Дембельский билет в руке Льюиса Уилсона был влажным от пота, когда он вышел из автобуса на автовокзале Арлингтона. Город встретил его тем же пронизывающим холодом, что и двадцать лет назад, когда маленький Льюис впервые приехал сюда с отцом-ветераном. Только теперь вместо детского любопытства в его глазах читалась настороженность хищника, вернувшегося на старую охотничью территорию.
Первые месяцы реинтеграции стали для него новым видом пытки. VA выдал ему стандартный набор - антидепрессанты, направление к психологу. Но таблетки не глушили голоса погибших товарищей, а гражданский психолог не понимал, почему Льюис вздрагивает при звуке низко летящих вертолетов - ведь это же просто рейсы в аэропорт Рейгана.
Он поселился в дешевой студии над вьетнамским рестораном в районе Кларендон. Каждое утро начиналось с одного ритуала - Льюис стоял у окна с чашкой черного кофе, наблюдая, как первые лучи солнца отражаются в стеклах Пентагона. Иногда его пальцы непроизвольно начинали выбивать ритм на подоконнике - точь-в-точь как когда-то на прикладе M16.
Работа охранником в бизнес-центре на Уилсон-бульвар давала ему возможность изучать систему изнутри. Он запоминал лица военных подрядчиков, их привычки, маршруты. По вечерам, бродя по улицам, он отмечал изменения: там, где в его детстве был пустырь, теперь стоял шикарный кондоминиум; старый книжный магазин превратился в офис DARPA. Только Арлингтонское кладбище оставалось неизменным - те же бесконечные ряды белых надгробий, те же вороны на деревьях.
Особой жестокостью отличались ночи. Сны возвращали его то в пылающий Кандагар, то в тот роковой день, когда свои же вертолеты разнесли его роту. Он просыпался с криком, нащупывая под подушкой пистолет. Иногда, чтобы уснуть, ему приходилось до рассвета бродить по городу, останавливаясь у памятников - они были единственными, кто его понимал. Иногда, чтобы уснуть, ему приходилось до рассвета бродить по городу, останавливаясь у памятников — они были единственными, кто его понимал.
Но в одну из таких ночей всё изменилось...
Он стоял на мосту через Потомак, глядя на отражение огней в черной воде. Никто не преследовал его. Никто не искал. Государство давно забыло о его существовании, вычеркнув из отчетов как еще одного сломленного ветерана.

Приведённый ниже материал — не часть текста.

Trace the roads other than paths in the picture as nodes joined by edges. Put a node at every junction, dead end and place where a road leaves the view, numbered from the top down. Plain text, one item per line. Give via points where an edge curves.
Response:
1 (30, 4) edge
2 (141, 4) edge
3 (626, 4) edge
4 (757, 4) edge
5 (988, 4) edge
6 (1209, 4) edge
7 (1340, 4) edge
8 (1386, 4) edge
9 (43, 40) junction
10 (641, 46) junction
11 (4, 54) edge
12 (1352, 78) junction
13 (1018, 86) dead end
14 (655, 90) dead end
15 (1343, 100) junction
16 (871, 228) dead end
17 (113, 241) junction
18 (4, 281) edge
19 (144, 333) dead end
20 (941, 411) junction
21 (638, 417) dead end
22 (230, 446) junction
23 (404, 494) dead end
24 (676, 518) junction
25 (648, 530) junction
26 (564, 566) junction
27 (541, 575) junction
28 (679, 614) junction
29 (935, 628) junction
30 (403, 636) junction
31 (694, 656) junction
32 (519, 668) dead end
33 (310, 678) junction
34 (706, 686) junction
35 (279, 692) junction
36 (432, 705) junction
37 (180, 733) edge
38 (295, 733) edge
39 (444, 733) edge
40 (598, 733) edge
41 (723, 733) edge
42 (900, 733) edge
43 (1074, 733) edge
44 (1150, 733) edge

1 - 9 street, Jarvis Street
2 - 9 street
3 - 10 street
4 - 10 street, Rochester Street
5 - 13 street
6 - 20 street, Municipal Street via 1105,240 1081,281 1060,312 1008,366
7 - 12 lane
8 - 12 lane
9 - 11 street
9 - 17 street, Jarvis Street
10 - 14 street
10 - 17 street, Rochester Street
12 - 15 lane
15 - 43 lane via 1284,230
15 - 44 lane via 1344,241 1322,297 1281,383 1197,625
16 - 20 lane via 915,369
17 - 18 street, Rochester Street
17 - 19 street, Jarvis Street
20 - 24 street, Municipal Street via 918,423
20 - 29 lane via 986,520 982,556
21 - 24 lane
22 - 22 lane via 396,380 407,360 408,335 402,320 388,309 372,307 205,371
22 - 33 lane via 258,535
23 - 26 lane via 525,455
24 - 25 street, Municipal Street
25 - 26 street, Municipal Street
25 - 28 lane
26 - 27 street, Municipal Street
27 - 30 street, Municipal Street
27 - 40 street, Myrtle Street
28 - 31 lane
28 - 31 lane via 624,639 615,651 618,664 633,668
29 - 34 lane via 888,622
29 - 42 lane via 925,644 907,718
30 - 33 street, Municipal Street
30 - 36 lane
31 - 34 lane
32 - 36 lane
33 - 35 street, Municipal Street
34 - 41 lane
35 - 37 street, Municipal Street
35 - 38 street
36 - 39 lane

Льюис достал армейский жетон, подержал его в ладони, ощущая вес. Потом бросил в воду. Всплеск был едва слышен.
Он повернулся и пошел прочь от моста, от памятников, от всего. Впереди был только город — огромный, равнодушный, полный возможностей.
В кармане звякнули две монеты 1983 года. Третью он оставил на перилах моста — маленький блестящий кружок в ночи.
Льюис достал армейский жетон, подержал его в ладони, ощущая вес. Потом бросил в воду. Всплеск был едва слышен.
Он повернулся и пошел прочь от моста, от памятников, от всего. Впереди был только город — огромный, равнодушный, полный возможностей.
В кармане звякнули две монеты 1983 года. Третью он оставил на перилах моста — маленький блестящий кружок в ночи.